(Collected data entries)
▬▬▬▬▬▬▬▬▬▬

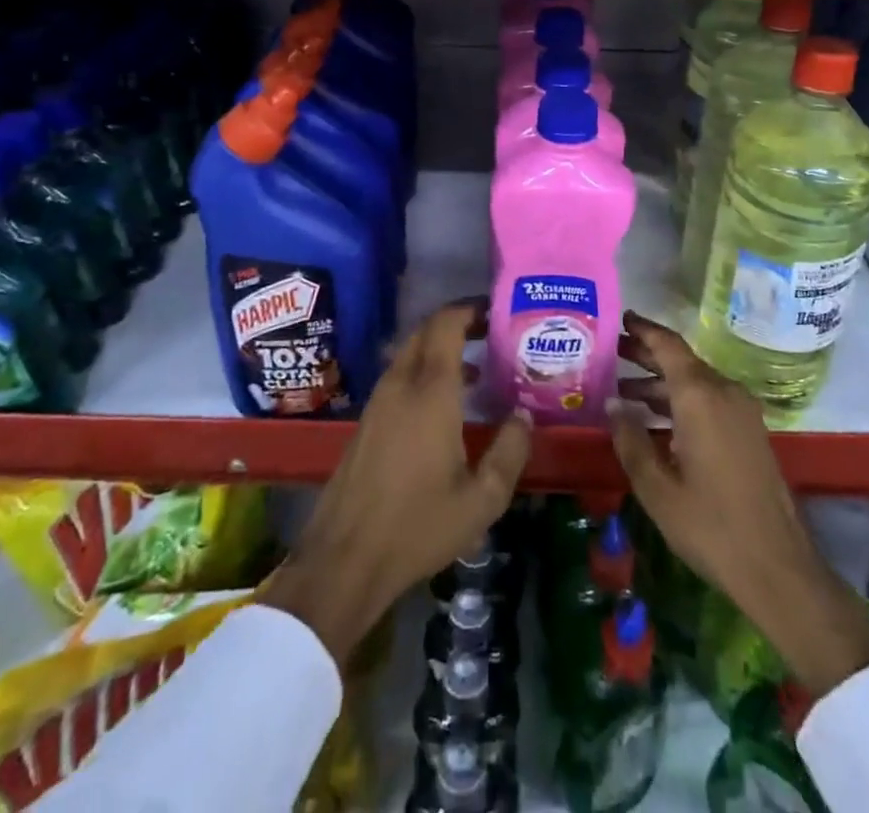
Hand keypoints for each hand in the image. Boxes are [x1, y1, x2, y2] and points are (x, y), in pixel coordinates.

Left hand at [260, 301, 531, 661]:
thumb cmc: (418, 526)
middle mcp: (401, 384)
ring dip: (440, 348)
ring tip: (477, 367)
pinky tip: (444, 403)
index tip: (497, 310)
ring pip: (410, 352)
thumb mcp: (481, 500)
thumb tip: (524, 416)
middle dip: (458, 322)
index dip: (470, 308)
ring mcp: (379, 400)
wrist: (343, 559)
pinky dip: (424, 370)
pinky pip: (399, 375)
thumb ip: (510, 452)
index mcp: (431, 392)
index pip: (446, 324)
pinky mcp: (367, 420)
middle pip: (426, 331)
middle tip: (492, 333)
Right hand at [610, 311, 868, 696]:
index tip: (618, 318)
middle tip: (611, 352)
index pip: (667, 345)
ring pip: (695, 381)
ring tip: (623, 391)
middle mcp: (724, 392)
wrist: (779, 568)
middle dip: (646, 354)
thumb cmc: (710, 526)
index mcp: (700, 397)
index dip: (642, 329)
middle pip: (681, 360)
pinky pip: (710, 400)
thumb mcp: (656, 487)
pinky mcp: (750, 431)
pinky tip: (656, 420)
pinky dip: (681, 400)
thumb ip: (630, 440)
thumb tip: (612, 404)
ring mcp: (742, 411)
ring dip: (661, 382)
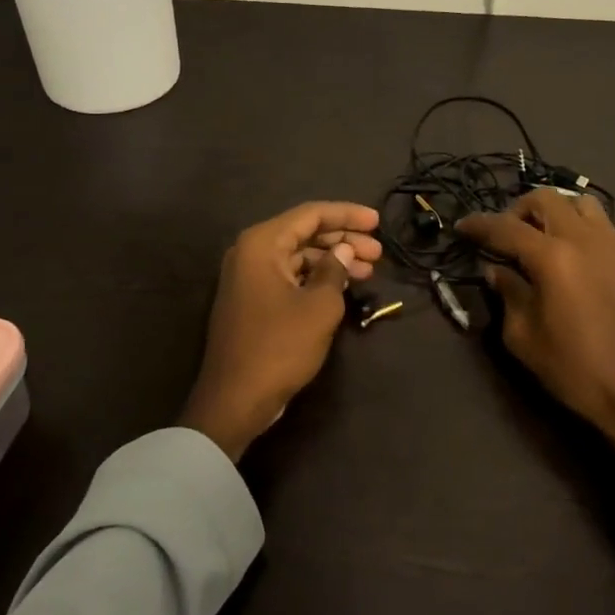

▬▬▬▬▬▬▬▬▬▬

WHAT YOU NEED TO DO: A single figure is required: the number of lines in the entries above that include the word "pinky".

RESULT OF THE EXERCISE: 8